The Truthbringer Chronicles - Cover

The Truthbringer Chronicles

Copyright© 2014 by Robert Osztolykan

Chapter 1

For some, the start might be a violent race of emotions. For some others, it might be a capturing gaze, and yet for others, it might be an electrifying touch, a drunken night in a party, a random prank call, or a letter, text message or email that came from nowhere. For a very small number of people, however, it's unexpected as rain in autumn. Whether fortunately or unfortunately, I fall into that category.

The problem with my friends was that they were all boring. Well, perhaps not quite boring, but not my type either. I'd sit by them, we'd talk for ten minutes, and then we'd be out of words to say. Then, we'd continue sitting in that expectant pose, our beer glasses poised before our lips, but never tilting. I could almost hear both of us think: "what should I say?"

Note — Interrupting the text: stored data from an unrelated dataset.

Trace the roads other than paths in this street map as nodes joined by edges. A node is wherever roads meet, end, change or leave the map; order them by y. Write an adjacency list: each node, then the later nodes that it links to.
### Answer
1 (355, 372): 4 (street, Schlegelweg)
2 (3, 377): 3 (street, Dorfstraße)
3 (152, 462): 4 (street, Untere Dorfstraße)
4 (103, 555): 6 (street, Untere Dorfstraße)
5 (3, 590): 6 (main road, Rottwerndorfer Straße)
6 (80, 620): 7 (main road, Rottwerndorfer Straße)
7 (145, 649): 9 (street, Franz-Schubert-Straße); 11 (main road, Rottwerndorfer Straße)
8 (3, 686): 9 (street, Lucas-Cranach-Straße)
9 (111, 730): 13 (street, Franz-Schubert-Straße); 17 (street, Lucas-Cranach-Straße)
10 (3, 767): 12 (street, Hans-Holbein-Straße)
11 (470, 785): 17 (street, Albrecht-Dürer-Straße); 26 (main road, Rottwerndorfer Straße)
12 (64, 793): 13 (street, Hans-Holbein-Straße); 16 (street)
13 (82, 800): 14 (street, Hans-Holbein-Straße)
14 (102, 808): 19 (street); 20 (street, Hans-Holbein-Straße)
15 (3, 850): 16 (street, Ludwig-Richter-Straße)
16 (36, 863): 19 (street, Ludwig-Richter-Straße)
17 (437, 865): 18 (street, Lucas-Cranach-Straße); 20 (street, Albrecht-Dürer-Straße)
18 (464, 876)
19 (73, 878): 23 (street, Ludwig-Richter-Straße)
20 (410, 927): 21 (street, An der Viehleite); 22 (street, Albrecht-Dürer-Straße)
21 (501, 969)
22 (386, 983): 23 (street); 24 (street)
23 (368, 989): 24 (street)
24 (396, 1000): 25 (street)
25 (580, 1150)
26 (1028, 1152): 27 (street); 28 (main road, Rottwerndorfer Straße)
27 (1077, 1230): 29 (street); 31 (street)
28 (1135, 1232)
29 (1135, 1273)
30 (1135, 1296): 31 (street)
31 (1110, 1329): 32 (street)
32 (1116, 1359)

It was a really strange circumstance. Many things happened in our lives. Many things happened in our friends' lives, our relatives and their relatives, their relatives and their relatives' relatives; but in that moment, in that moment of being without a word to say, of our minds coming to a grinding halt, there seemed to be nothing to say. No matter how much we drank – there used to be a wall, an invisible wall, between my friends and me, and believe me when I say, I don't know who constructed that wall, who put it up in the first place. The problem with invisible walls is that you don't see them being erected. You don't see workmen attacking its surface, moulding it, shaping it. But you sure as hell feel the pain when your head bangs against it. That's how I felt. That's what I felt. Pain. The pain of being out. The pain of never fitting, never fading in, always sticking out like a sore thumb, or like the middle finger that has flown up in a gesture of irritation or dismissal. I never belonged. I always watched from outside, as though there were borders between me and others, as though they regarded me with pity. As though, given the choice, they would want to be far, far away from me. Maybe it was that I was an orphan. Maybe it was just that I didn't laugh as much and told dirty jokes as much. Maybe it was that I hated parties, even though I had a very valid reason: the more fingers there were, the more the sore thumb stood out. That is what I was. The sore thumb. The bystander. The watcher. The outsider.

Perhaps, that was what I should have been. Perhaps, that's what I must have been. Perhaps, perhaps I should have never wished for a change. But then again, as I think of those moments, those brief moments, those glimpses of victory, those days of comfort and happiness, and those deep eyes, eyes the colour of which I can't even attempt to describe, I come to the realisation that, somewhere in those twists and turns, somewhere along that winding road the beginning and end of which I didn't know, I made the right decision. And I stuck by it. And in a way, I succeeded; I got what I wanted, even though it was not how I imagined it to be.